== SUPPLIED MATERIAL ==

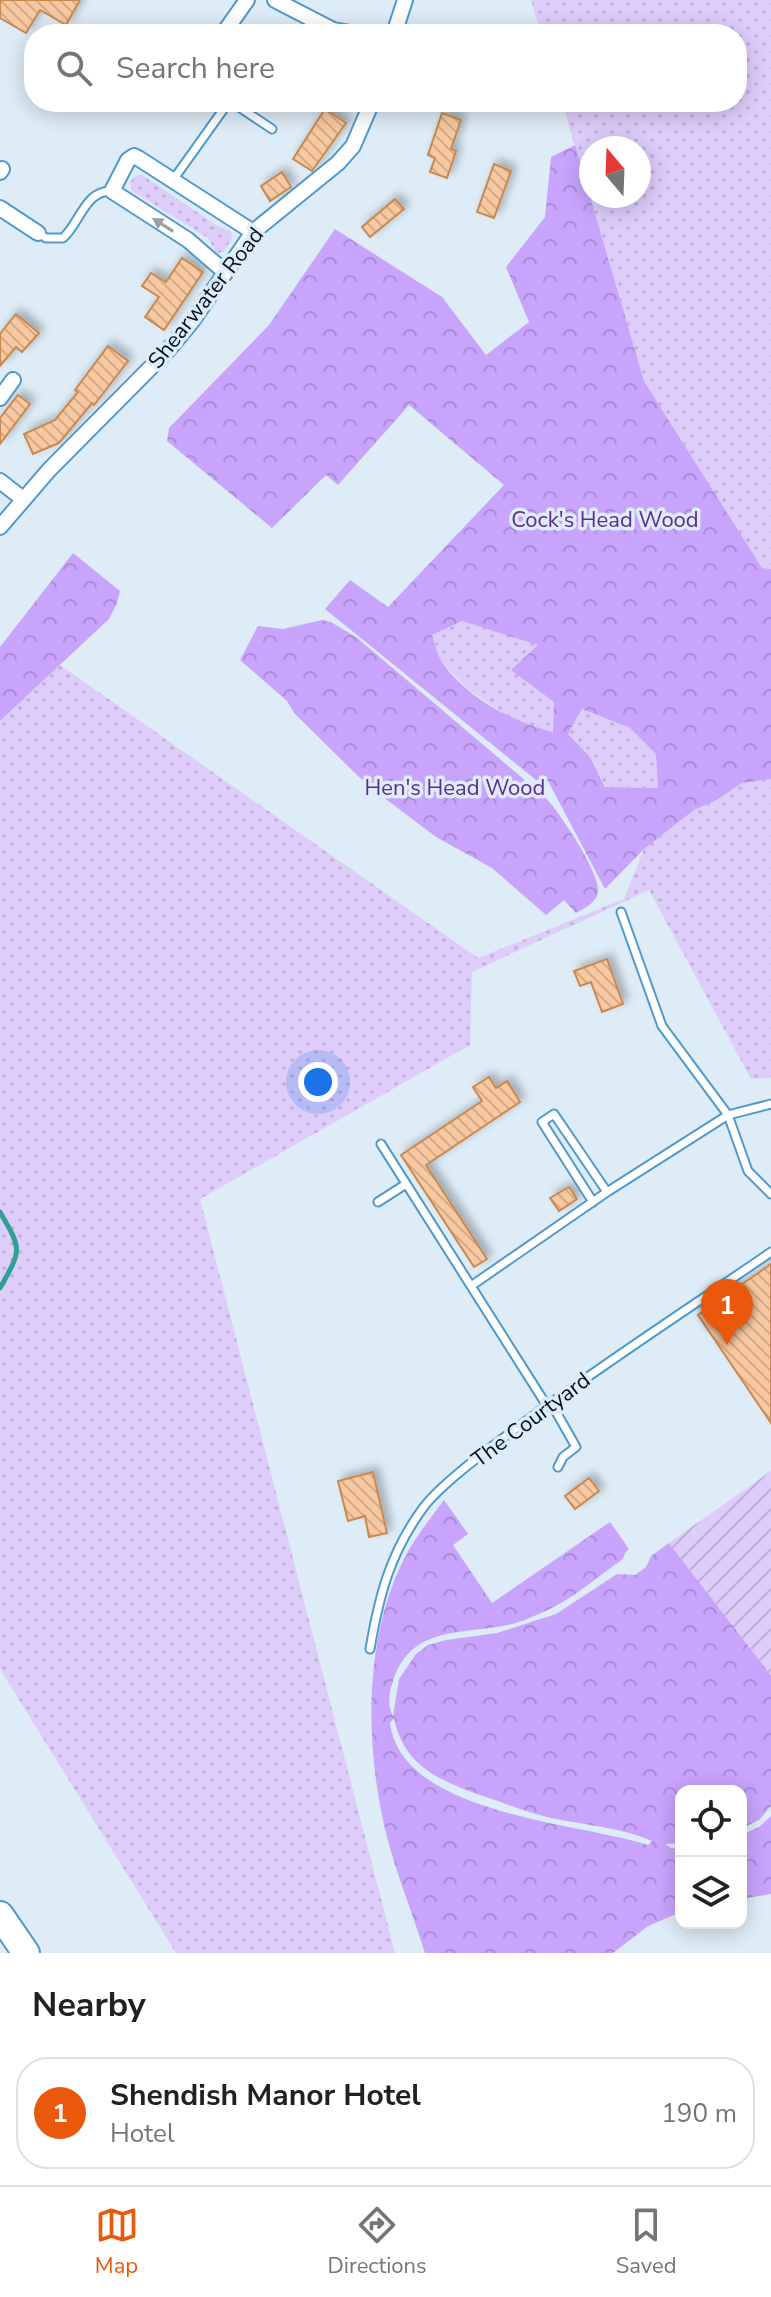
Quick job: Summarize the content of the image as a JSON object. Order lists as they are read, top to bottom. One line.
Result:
{"streets":{"street":["Shearwater Road"],"lane":["The Courtyard"]},"parks":["Cock's Head Wood","Hen's Head Wood"],"north":"top","page":{"search":"Search here","pins":"1","heading":"Nearby","list":[{"mark":"1","name":"Shendish Manor Hotel","note":"Hotel","value":"190 m"}],"nav":["Map","Directions","Saved"]}}
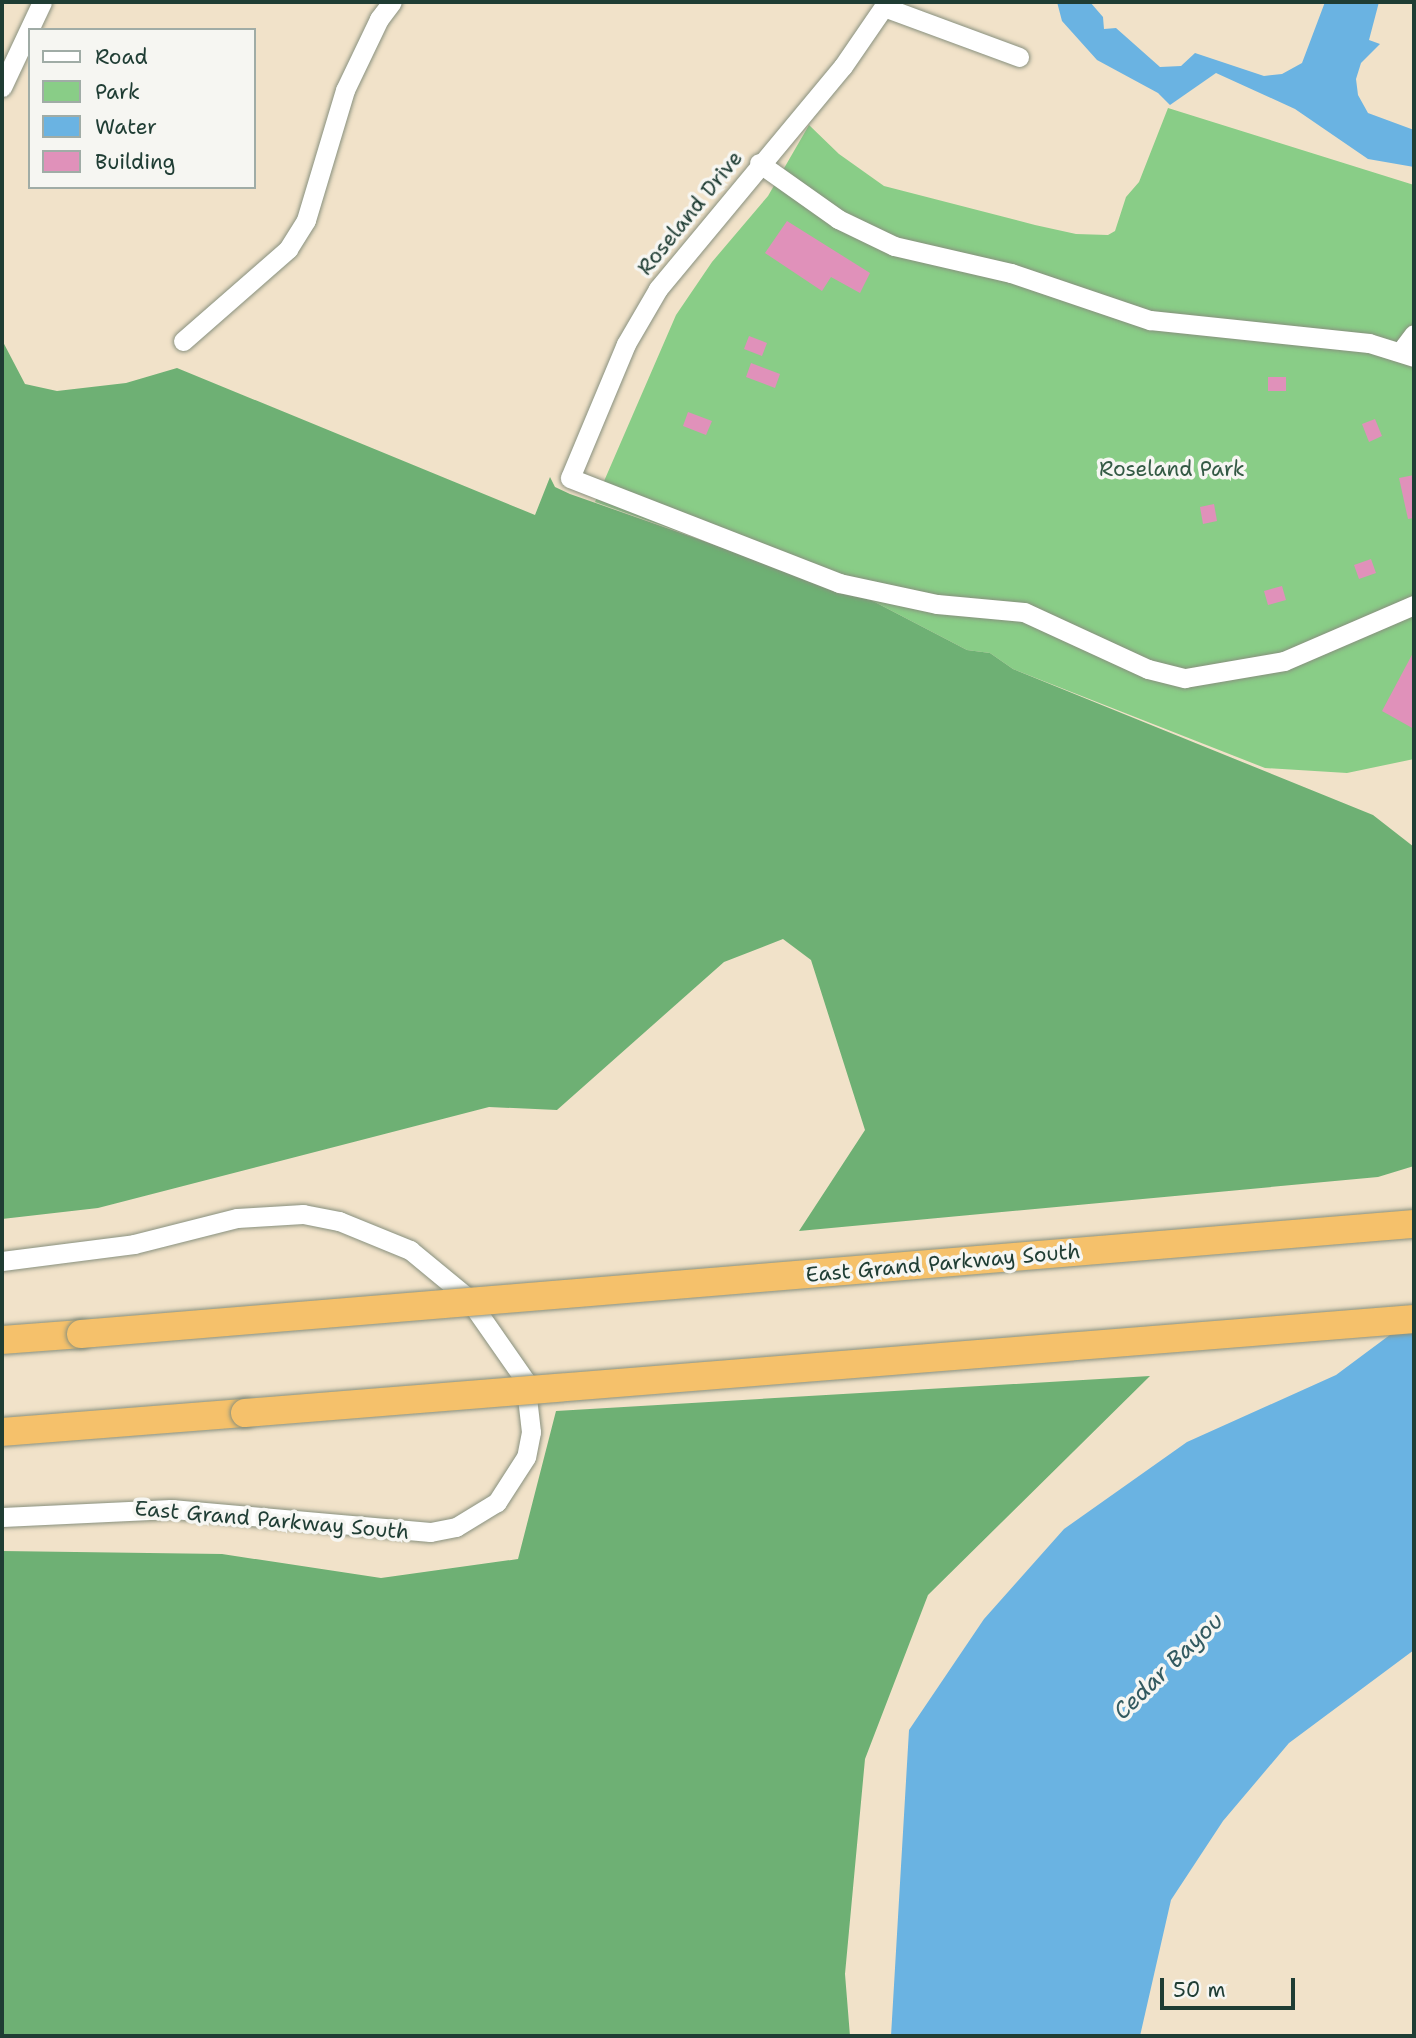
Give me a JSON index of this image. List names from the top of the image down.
{
  "streets": {
    "highway": ["East Grand Parkway South"],
    "street": ["Roseland Drive"]
  },
  "water": ["Cedar Bayou"],
  "parks": ["Roseland Park"],
  "legend": [
    "Road",
    "Park",
    "Water",
    "Building"
  ],
  "scale_bar": "50 m"
}
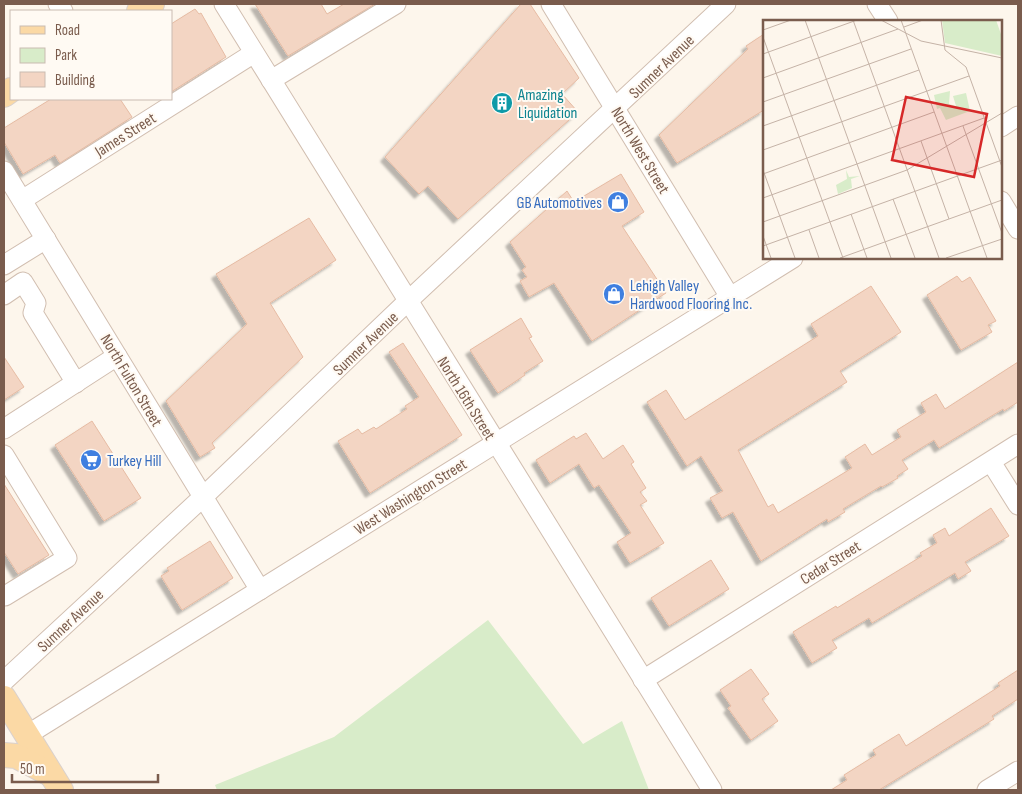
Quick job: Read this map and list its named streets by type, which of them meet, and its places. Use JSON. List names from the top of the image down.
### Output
{
  "streets": {
    "street": [
      "Sumner Avenue",
      "James Street",
      "North West Street",
      "North Fulton Street",
      "North 16th Street",
      "West Washington Street",
      "Cedar Street"
    ]
  },
  "crossings": [
    ["Sumner Avenue", "North West Street"],
    ["Sumner Avenue", "North Fulton Street"],
    ["Sumner Avenue", "North 16th Street"],
    ["James Street", "North Fulton Street"],
    ["James Street", "North 16th Street"],
    ["North West Street", "West Washington Street"],
    ["North Fulton Street", "West Washington Street"],
    ["North 16th Street", "West Washington Street"],
    ["North 16th Street", "Cedar Street"]
  ],
  "places": {
    "building": ["Amazing Liquidation"],
    "shop": ["GB Automotives", "Lehigh Valley Hardwood Flooring Inc."],
    "supermarket": ["Turkey Hill"]
  },
  "legend": ["Road", "Park", "Building"],
  "scale_bar": "50 m"
}
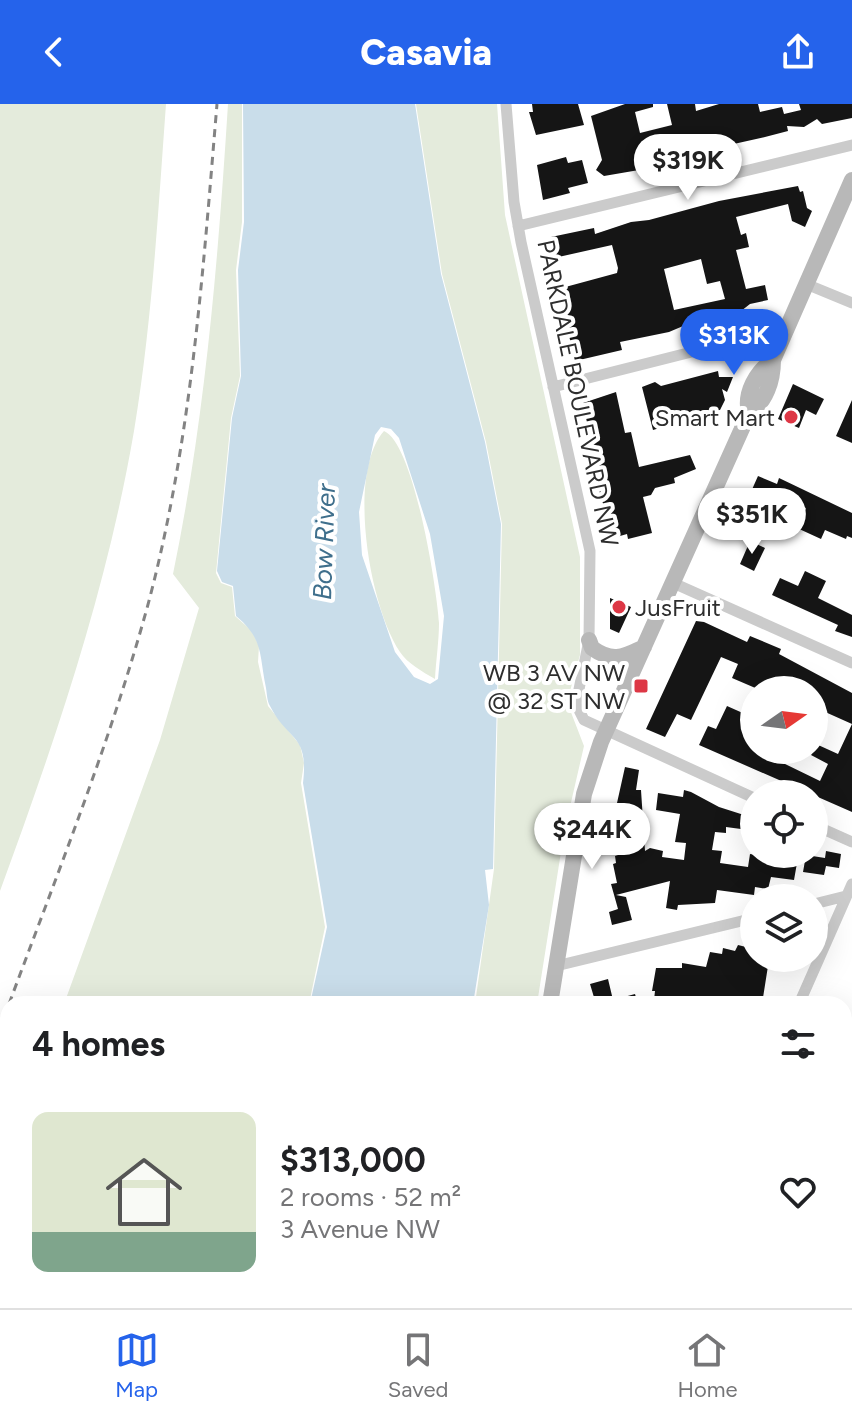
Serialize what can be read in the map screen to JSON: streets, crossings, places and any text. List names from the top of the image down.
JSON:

===

WHAT THE TASK ASKS >> An exact copy of the entries above is required; pictures are not part of it.

TASK OUTPUT >>
Quick job: Summarize the content of the image as a JSON object. Order lists as they are read, top to bottom. One line.
Result:
{"streets":{"street":["Shearwater Road"],"lane":["The Courtyard"]},"parks":["Cock's Head Wood","Hen's Head Wood"],"north":"top","page":{"search":"Search here","pins":"1","heading":"Nearby","list":[{"mark":"1","name":"Shendish Manor Hotel","note":"Hotel","value":"190 m"}],"nav":["Map","Directions","Saved"]}}
Give me a JSON index of this image. List names from the top of the image down.
{
  "streets": {
    "highway": ["East Grand Parkway South"],
    "street": ["Roseland Drive"]
  },
  "water": ["Cedar Bayou"],
  "parks": ["Roseland Park"],
  "legend": [
    "Road",
    "Park",
    "Water",
    "Building"
  ],
  "scale_bar": "50 m"
}
Quick job: Read this map and list its named streets by type, which of them meet, and its places. Use JSON. List names from the top of the image down.
### Output
{
  "streets": {
    "street": [
      "Sumner Avenue",
      "James Street",
      "North West Street",
      "North Fulton Street",
      "North 16th Street",
      "West Washington Street",
      "Cedar Street"
    ]
  },
  "crossings": [
    ["Sumner Avenue", "North West Street"],
    ["Sumner Avenue", "North Fulton Street"],
    ["Sumner Avenue", "North 16th Street"],
    ["James Street", "North Fulton Street"],
    ["James Street", "North 16th Street"],
    ["North West Street", "West Washington Street"],
    ["North Fulton Street", "West Washington Street"],
    ["North 16th Street", "West Washington Street"],
    ["North 16th Street", "Cedar Street"]
  ],
  "places": {
    "building": ["Amazing Liquidation"],
    "shop": ["GB Automotives", "Lehigh Valley Hardwood Flooring Inc."],
    "supermarket": ["Turkey Hill"]
  },
  "legend": ["Road", "Park", "Building"],
  "scale_bar": "50 m"
}
Serialize what can be read in the map screen to JSON: streets, crossings, places and any text. List names from the top of the image down.
JSON:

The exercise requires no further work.